Por: Pascual Gaviria Uribe.
La palabra estuvo en boga durante casi toda la década del ochenta. Desde las palomas de Belisario y la “zona de concentración” en La Uribe, donde comenzaban a encontrarse los ofrecimientos del Estado y los monólogos de la guerrilla.
Al final de la década la palabreja dejó algunas firmas sobre los acuerdos y terminó inspirando un movimiento que pretendía dejar atrás el Frente Nacional. Luego de las papeletas del 11 de marzo de 1990 se comenzó a hablar de “una Constitución para la paz”, y el día de la elección de los constituyentes, el 9 de diciembre del mismo año, se bombardeó Casa Verde como notificación de guerra a unas Farc a las que se demostró les faltaba fuego militar y fogueo político.
La palabra siguió sonando en medio de la Asamblea Nacional Constituyente y acabó escrita en el preámbulo, en un artículo entre los derechos fundamentales y en otro más como deber constitucional.

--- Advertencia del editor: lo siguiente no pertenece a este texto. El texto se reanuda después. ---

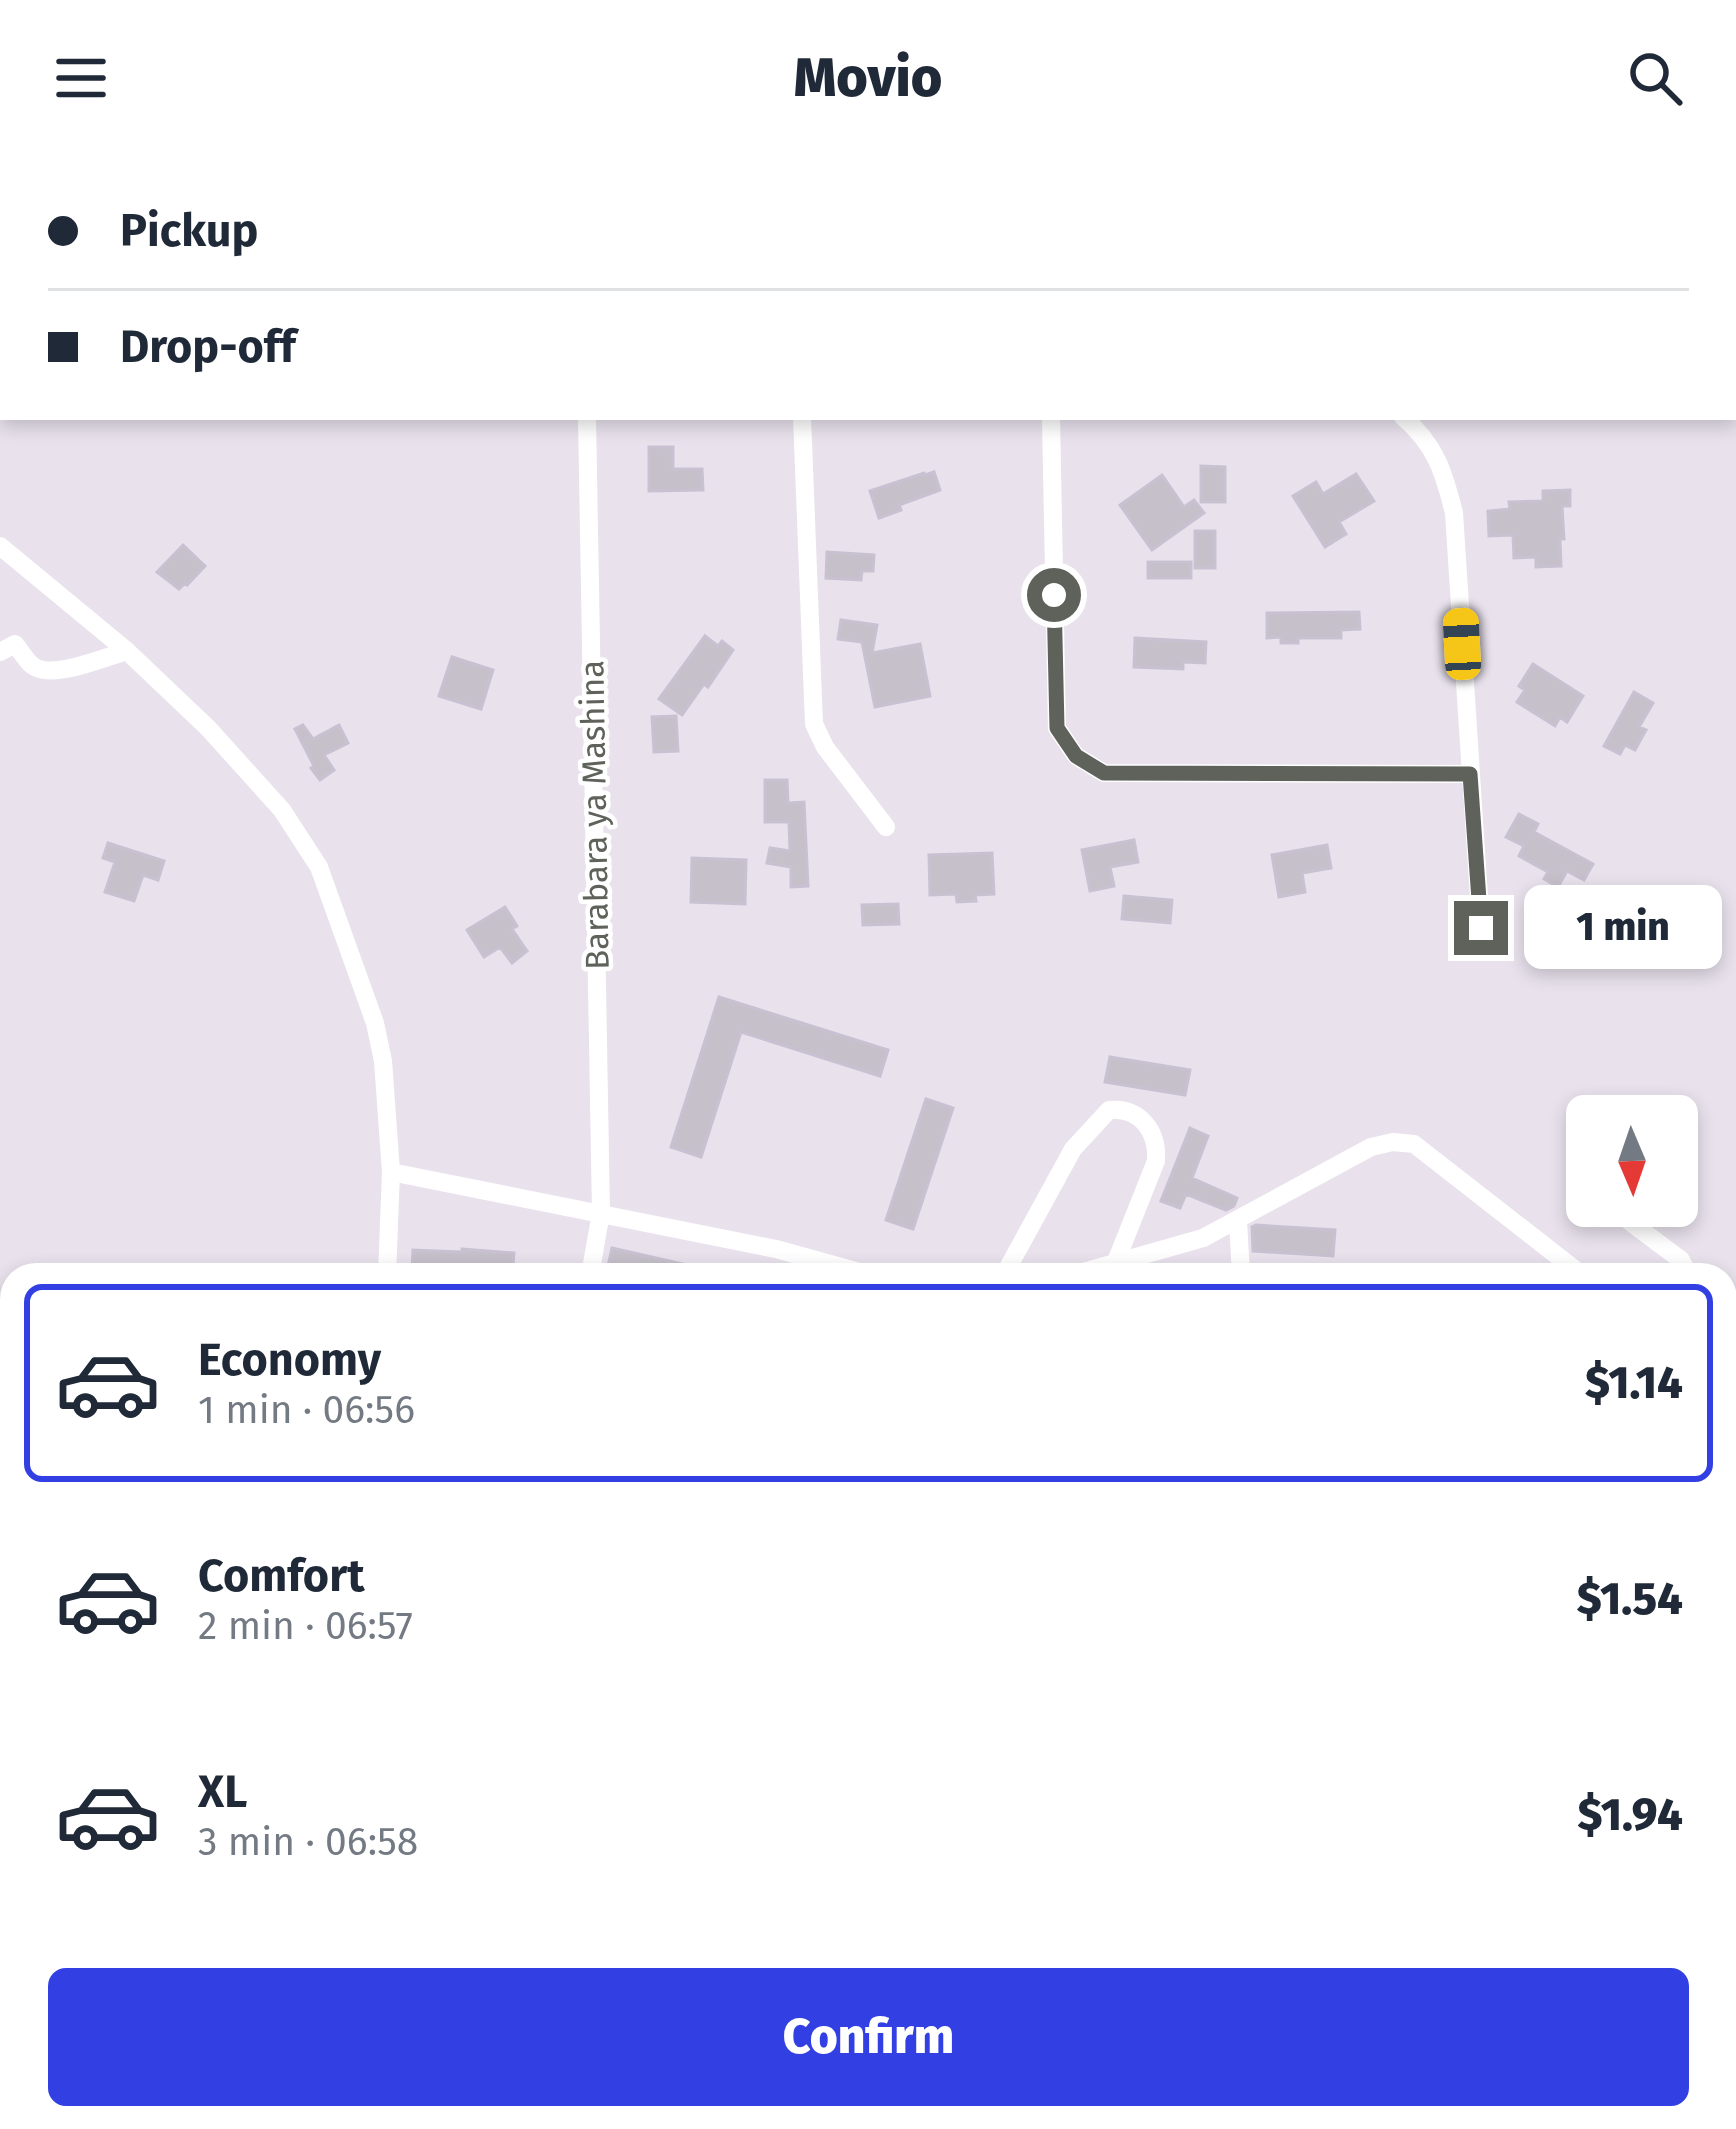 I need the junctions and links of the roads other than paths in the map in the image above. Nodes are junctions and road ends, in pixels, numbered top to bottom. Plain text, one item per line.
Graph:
1 (587, 420) edge
2 (802, 420) edge
3 (1051, 420) edge
4 (1406, 420) edge
5 (0, 546) edge
6 (127, 651) junction
7 (0, 652) edge
8 (1470, 774) junction
9 (886, 827) dead end
10 (1481, 928) dead end
11 (391, 1172) junction
12 (601, 1213) junction
13 (1238, 1221) junction
14 (1637, 1227) edge
15 (387, 1263) edge
16 (592, 1263) edge
17 (827, 1263) edge
18 (1011, 1263) edge
19 (1114, 1263) edge
20 (1117, 1263) edge
21 (1240, 1263) edge
22 (1567, 1263) edge
23 (1682, 1263) edge

1 - 12 street, Barabara ya Mashina
2 - 9 street
3 - 8 street
4 - 8 street
5 - 6 street
6 - 7 street
6 - 11 street
8 - 10 street
11 - 12 street
11 - 15 street
12 - 16 street, Barabara ya Mashina
12 - 17 street
13 - 20 street
13 - 21 street
13 - 22 street
14 - 23 street
18 - 19 street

Es seguro que para los constituyentes de la época era más una especie de constancia, una necesidad simbólica en medio de la guerra más cruenta contra el narcotráfico y la esperanza más palpable frente a la violencia de la izquierda armada. Nadie podía oponerse a una palabra tan manoseada, tan deseada, tan ubicua, tan esquiva.
Pero las constituciones no soportan la simple retórica sin consecuencias, le otorgan un poder especial a las palabras, riesgoso muchas veces, salvador otras. La Constitución es una especie de amplificador de sentidos, un tronco que una vez sembrado suelta una colección de inesperadas ramificaciones, frutos, efectos.
La palabra paz en la Constitución del 91 terminó dando argumentos suficientes a la Corte Constitucional para darle impulso a la implementación de los acuerdos. Frente a la derrota electoral del 2 octubre y el limbo para sacar a los guerrilleros del conflicto la Corte encontró una palabra que es “valor de la sociedad”, “fundamento del Estado” “principio de interpretación”, derecho y obligación según sus múltiples sentencias sobre el tema. Porque la palabra nunca ha dejado de sonar en nuestra política y ha marcado el rumbo de al menos las últimas cinco elecciones presidenciales.
En el fallo que declaró constitucional el despeje de 42.000 kilómetros cuadrados para la negociación con las Farc en el gobierno de Pastrana, donde Camilo Gómez como comisionado de paz y Mario Uribe como presidente del Congreso abogaron por la solución negociada, la Corte Constitucional soltó algunas de las frases más contundentes sobre el significado de la palabrita en la Carta: “los instrumentos pacíficos para la solución de conflictos se acomodan mejor a la filosofía humanista y al amplio despliegue normativo en torno a la paz que la Constitución propugna.
De ahí pues que, las partes en controversia, particularmente en aquellos conflictos cuya continuación pone en peligro el mantenimiento de la convivencia pacífica y la seguridad nacional, deben esforzarse por encontrar soluciones pacíficas que vean al individuo como fin último del Estado.”
Pero no se conformó y señaló concepciones políticas que pueden chocar con el espíritu y la letra de la Constitución a la hora de buscar la paz: “el mayor peso que ostenta (la salida negociada) frente a otras medidas constitucionalmente aceptadas, como proyectos políticos guerreristas y la obligación de no abandonar esta estrategia hasta que se hayan agotado fácticamente todas las posibilidades de acercamiento y negociación.”
Hay palabras que parecen huecas, pero el lugar donde fueron escritas les otorga un poder especial.